▸ SUPPLIED DATA
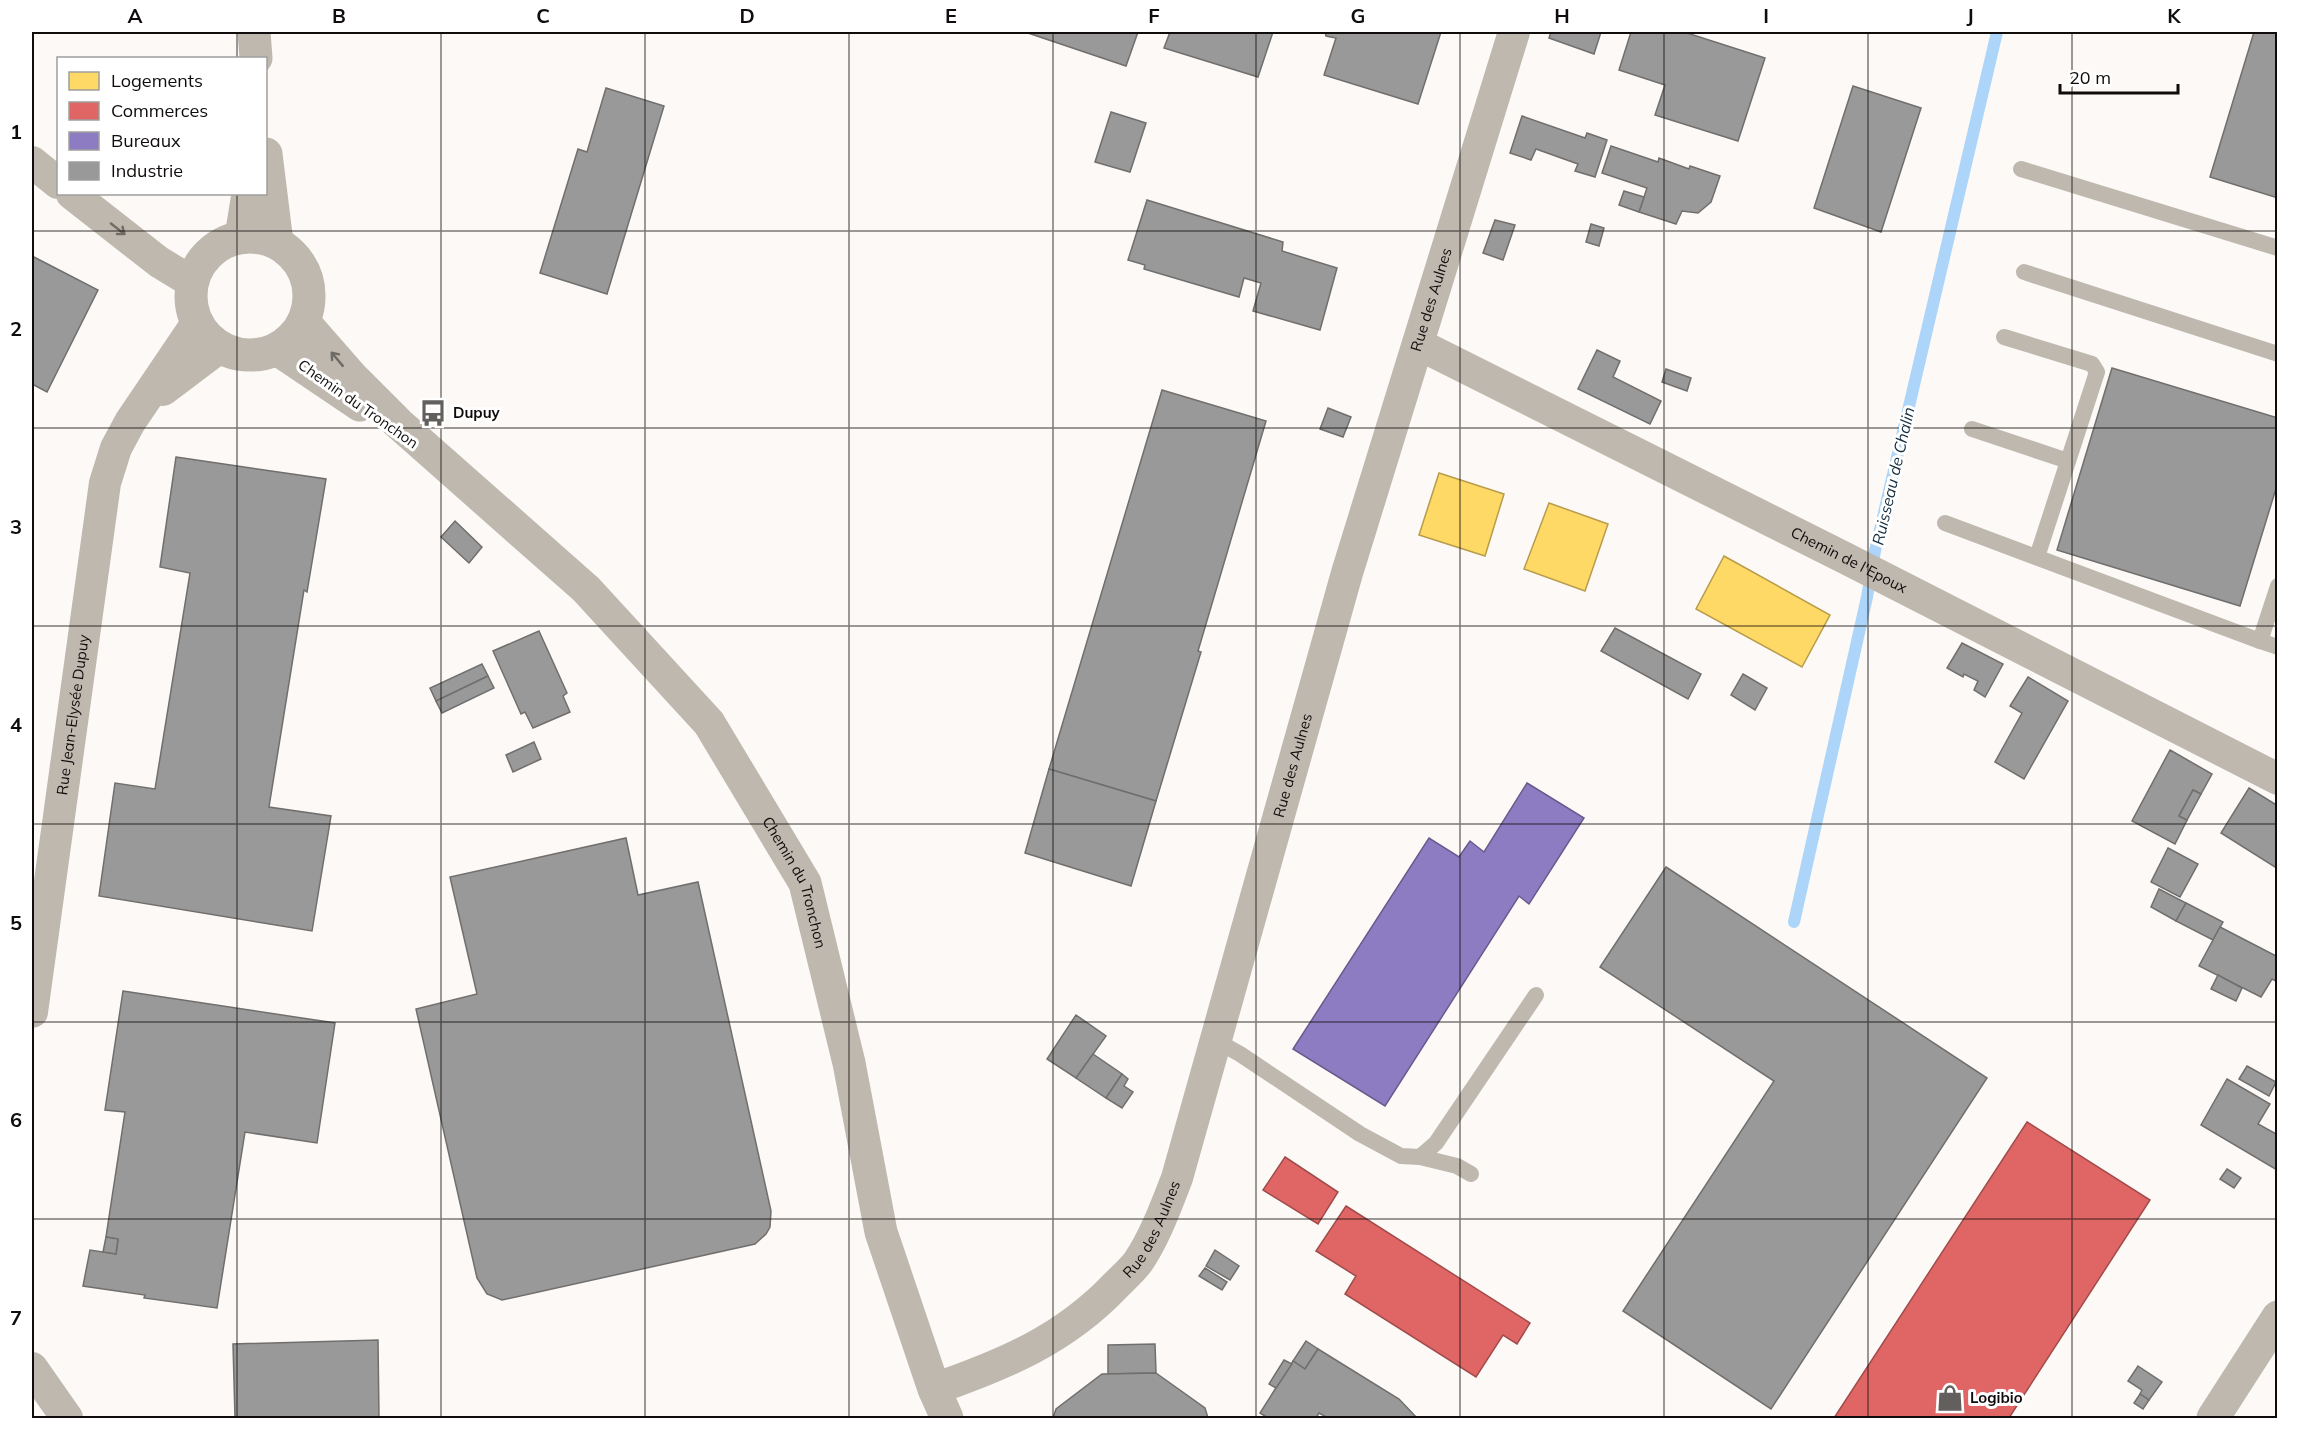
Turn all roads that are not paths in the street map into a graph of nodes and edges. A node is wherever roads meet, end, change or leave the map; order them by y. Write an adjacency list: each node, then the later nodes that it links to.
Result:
1 (254, 32): 3 (street)
2 (1514, 32): 18 (street, Rue des Aulnes)
3 (256, 57)
4 (32, 162): 7 (street)
5 (267, 162): 11 (street)
6 (2021, 169): 12 (lane)
7 (57, 182)
8 (73, 195): 14 (street, one-way to 14)
9 (248, 195): 10 (street)
10 (241, 237): 11 (street); 14 (street)
11 (277, 243): 15 (street)
12 (2277, 248)
13 (2024, 272): 21 (lane)
14 (192, 282): 16 (street)
15 (303, 322): 20 (street); 24 (street, Chemin du Tronchon, one-way to 15)
16 (197, 323): 19 (street); 22 (street, Rue Jean-Elysée Dupuy)
17 (2004, 338): 25 (lane)
18 (1418, 344): 31 (street, Chemin de l'Epoux); 34 (street, Rue des Aulnes)
19 (220, 346): 20 (street); 22 (street, Rue Jean-Elysée Dupuy)
20 (277, 349): 24 (street, Chemin du Tronchon)
21 (2277, 354)
22 (130, 422): 33 (street, Rue Jean-Elysée Dupuy)
23 (1972, 429): 25 (lane)
24 (438, 459): 39 (street, Chemin du Tronchon)
25 (2068, 461): 27 (lane)
26 (1945, 523): 27 (lane)
27 (2037, 558): 29 (lane)
28 (2277, 586): 29 (lane)
29 (2260, 641): 30 (lane)
30 (2277, 647)
31 (2277, 779)
32 (1536, 995): 35 (lane)
33 (32, 1012)
34 (1215, 1040): 35 (lane); 39 (street, Rue des Aulnes)
35 (1420, 1157): 36 (lane)
36 (1471, 1174)
37 (2277, 1317): 42 (street)
38 (32, 1368): 40 (street)
39 (934, 1389): 41 (street, Chemin du Tronchon)
40 (67, 1419)
41 (947, 1419)
42 (2213, 1419)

▸ PROBLEM DESCRIPTION
Please work out how many lines above carry "Tronchon", writing only the result.

▸ ANSWER TO THE EXERCISE
4